# Neural Language Model - Basic (Word Prediction Example)

In this example, I'll show an example of simple language model.<br>
In general, the language model is used for a variety of NLP tasks, such as, translation, transcription, summarization, etc. In this example, however, we just train and use the model for text generation (next word prediction).<br>
Unlike [previous example](./02_custom_embedding.ipynb), these models will recognize the order of words in the sequence.

RNN-based specialized architecture (such as, LSTM or Transformer) is widely used to train language model in today's algrithms. But, in this example, I'll briefly apply only DenseNet (feed-forward network) for the purpose of your beginning. (In the later examples, we'll discuss more practical models with RNN.)<br>
See the following diagram for entire network.

![Model in this exercise](images/language_model_beginning.png?raw=true)

Thereby, I note that this model won't care the past context.<br>
For example, even when the following sentence is given, 

"In the United States, the president has now been"

it won't care the context "In the United States" when it refers the last 5 words in the network. (It might then predict the incorrect word in this context and the accuracy won't also be so high in this example. See [later example](./06_language_model_rnn.ipynb) for RNN-based architecture, which will address this problem.)

Nevertheless, the neural language models will be well-generalized more than traditional statistical models for unseen data. For instance, if "red shirt" and "blud shirt" occurs in training set, "green shirt" (which is not seen in training set) will also be predicted by the trained neural model, because the model knows that "red", "blue", and "green" occur in the same context.

The language model in this example can be treated as unsupervised approach.<br>
As you saw in [previous example](./02_custom_embedding.ipynb), the word embedding is also a byproduct in generated language model.
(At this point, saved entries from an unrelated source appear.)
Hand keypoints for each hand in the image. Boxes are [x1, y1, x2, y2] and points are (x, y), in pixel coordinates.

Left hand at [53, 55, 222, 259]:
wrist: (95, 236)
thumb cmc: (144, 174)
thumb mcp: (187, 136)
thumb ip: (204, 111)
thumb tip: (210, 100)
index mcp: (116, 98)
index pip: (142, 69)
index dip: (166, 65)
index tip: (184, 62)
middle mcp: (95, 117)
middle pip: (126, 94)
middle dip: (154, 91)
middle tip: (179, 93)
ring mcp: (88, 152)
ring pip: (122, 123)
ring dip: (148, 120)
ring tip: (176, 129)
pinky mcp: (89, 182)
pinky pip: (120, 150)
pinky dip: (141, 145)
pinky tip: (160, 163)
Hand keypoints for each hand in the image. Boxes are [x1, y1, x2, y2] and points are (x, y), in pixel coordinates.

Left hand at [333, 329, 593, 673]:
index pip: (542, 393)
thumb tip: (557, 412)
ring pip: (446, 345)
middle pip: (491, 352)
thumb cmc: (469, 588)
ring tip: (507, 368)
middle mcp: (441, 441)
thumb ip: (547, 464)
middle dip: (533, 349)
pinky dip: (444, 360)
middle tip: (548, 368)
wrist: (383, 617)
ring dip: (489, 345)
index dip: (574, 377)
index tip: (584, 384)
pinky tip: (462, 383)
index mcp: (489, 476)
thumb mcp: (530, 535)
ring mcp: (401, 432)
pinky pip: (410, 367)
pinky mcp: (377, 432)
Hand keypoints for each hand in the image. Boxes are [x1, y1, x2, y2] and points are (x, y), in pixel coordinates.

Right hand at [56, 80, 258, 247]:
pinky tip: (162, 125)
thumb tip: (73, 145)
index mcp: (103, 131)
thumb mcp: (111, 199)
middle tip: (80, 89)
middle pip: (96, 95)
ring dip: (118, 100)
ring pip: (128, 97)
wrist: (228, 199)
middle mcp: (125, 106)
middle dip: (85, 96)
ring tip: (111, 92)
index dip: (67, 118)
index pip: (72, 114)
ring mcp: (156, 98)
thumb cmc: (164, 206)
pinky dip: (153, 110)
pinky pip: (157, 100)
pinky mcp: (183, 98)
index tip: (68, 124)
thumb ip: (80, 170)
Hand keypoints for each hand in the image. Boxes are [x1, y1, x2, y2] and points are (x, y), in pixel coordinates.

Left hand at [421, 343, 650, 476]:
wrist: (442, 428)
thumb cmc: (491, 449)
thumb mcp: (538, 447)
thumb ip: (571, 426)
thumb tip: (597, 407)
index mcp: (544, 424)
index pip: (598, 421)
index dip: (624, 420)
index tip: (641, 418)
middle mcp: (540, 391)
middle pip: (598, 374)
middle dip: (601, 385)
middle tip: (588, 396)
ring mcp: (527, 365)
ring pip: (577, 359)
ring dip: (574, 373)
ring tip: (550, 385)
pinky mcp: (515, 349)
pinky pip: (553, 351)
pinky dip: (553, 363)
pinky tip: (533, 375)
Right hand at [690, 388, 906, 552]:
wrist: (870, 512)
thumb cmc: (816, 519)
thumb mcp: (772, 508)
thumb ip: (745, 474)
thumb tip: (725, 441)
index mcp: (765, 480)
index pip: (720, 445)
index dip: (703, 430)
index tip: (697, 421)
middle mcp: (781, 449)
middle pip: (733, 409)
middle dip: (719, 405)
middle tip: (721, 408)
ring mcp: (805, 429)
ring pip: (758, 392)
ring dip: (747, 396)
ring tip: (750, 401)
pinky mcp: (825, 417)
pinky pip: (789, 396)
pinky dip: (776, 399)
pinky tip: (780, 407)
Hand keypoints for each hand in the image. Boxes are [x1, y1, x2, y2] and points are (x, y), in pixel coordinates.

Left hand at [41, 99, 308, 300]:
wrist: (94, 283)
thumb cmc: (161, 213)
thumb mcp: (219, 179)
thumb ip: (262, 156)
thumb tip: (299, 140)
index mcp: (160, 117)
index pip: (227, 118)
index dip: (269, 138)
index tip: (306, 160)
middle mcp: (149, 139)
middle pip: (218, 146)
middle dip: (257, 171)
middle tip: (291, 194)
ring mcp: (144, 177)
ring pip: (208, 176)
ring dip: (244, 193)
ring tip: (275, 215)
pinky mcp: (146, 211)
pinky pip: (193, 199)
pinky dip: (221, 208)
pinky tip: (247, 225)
*back to [index](https://github.com/tsmatz/nlp-tutorials/)*

## Install required packages

In [None]:
!pip install tensorflow==2.6.2 pandas numpy

## Prepare data

In this example, I have used short description text in news papers, since it's formal-styled concise sentence. (It's today's modern English, not including slangs.)<br>
Before starting, please download [News_Category_Dataset_v2.json](https://www.kaggle.com/datasets/rmisra/news-category-dataset) (collected by HuffPost) in Kaggle.

In [1]:
import pandas as pd

df = pd.read_json("News_Category_Dataset_v2.json",lines=True)
train_data = df["short_description"]
train_data

0         She left her husband. He killed their children...
1                                  Of course it has a song.
2         The actor and his longtime girlfriend Anna Ebe...
3         The actor gives Dems an ass-kicking for not fi...
4         The "Dietland" actress said using the bags is ...
                                ...                        
200848    Verizon Wireless and AT&T are already promotin...
200849    Afterward, Azarenka, more effusive with the pr...
200850    Leading up to Super Bowl XLVI, the most talked...
200851    CORRECTION: An earlier version of this story i...
200852    The five-time all-star center tore into his te...
Name: short_description, Length: 200853, dtype: object

To get the better performance (accuracy), we standarize the input text as follows.
- Make all words to lowercase in order to reduce words
- Make "-" (hyphen) to space
- Remove all punctuation except "'" (e.g, Ken's bag) and "&" (e.g, AT&T)

> Note : N-gram words (such as, "New York", "ice cream") should also be dealed with, but here I have skipped these pre-processing to make simplify.<br>
> In the strict pre-processing, we should also care about the polysemy. (The different meanings in the same word should have different tokens.)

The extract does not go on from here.